Many owners of Internet addresses face this quandary: Provide your real contact information when you register a domain name and subject yourself to junk or harassment. Or enter fake data and risk losing it outright.

Help may be on the way as a key task force last week endorsed a proposal that would give more privacy options to small businesses, individuals with personal Web sites and other domain name owners...

full article: http://www.linuxinsider.com/story/security/56422.html
Update:

Quote: Whois may be scrapped to break deadlock

"The Whois database is in fact the best, most well-recognized tool that we have to be able to track down who in fact you are doing business with," said Bohannon, the trade group's general counsel, adding that alternatives such as issuing subpoenas to service providers take more time and cost money.

Nonetheless, some privacy advocates are proposing scrapping the system entirely because they can't agree with the people who use the system on how to give domain name owners more options when they register — such as designating third-party agents. Privacy advocates say individuals shouldn't have to reveal personal information simply to have a Web site.
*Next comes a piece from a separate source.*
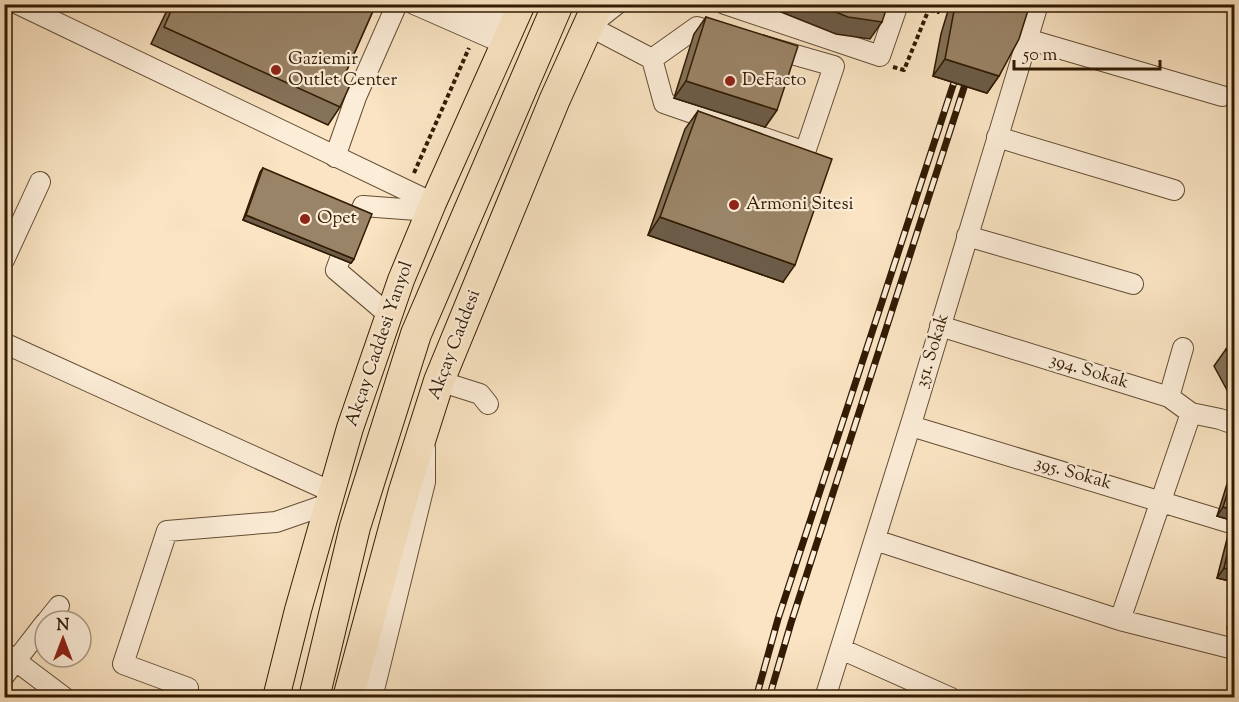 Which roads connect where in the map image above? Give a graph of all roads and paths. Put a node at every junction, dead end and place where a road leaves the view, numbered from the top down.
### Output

The so-called "sunset" proposal is expected to come up Wednesday before a committee of the Internet Corporation for Assigned Names and Numbers, or ICANN, a key Internet oversight agency.

It will have a tough time winning approval — and could create chaos. But the fact that abandoning Whois is on the table underscores frustrations among privacy advocates that ICANN appears on the verge of launching new studies and deferring a decision yet again after some six years of debate...

full article: http://www.theglobeandmail.com/servlet/s...ology/home

Update:

Quote:Quick, people: what takes seven years? Biblical plagues? Itches?

If you guessed an ICANN policy development process - that's a PDP to you, luddite - you are correct. ICANN today officially cut off the oxygen to its Whois reform PDP after seven years in favor of... well, no one's quite sure, yet. Something must have happened - after all, we're not hanging out at LAX for the charming scenery and the cool jumbos...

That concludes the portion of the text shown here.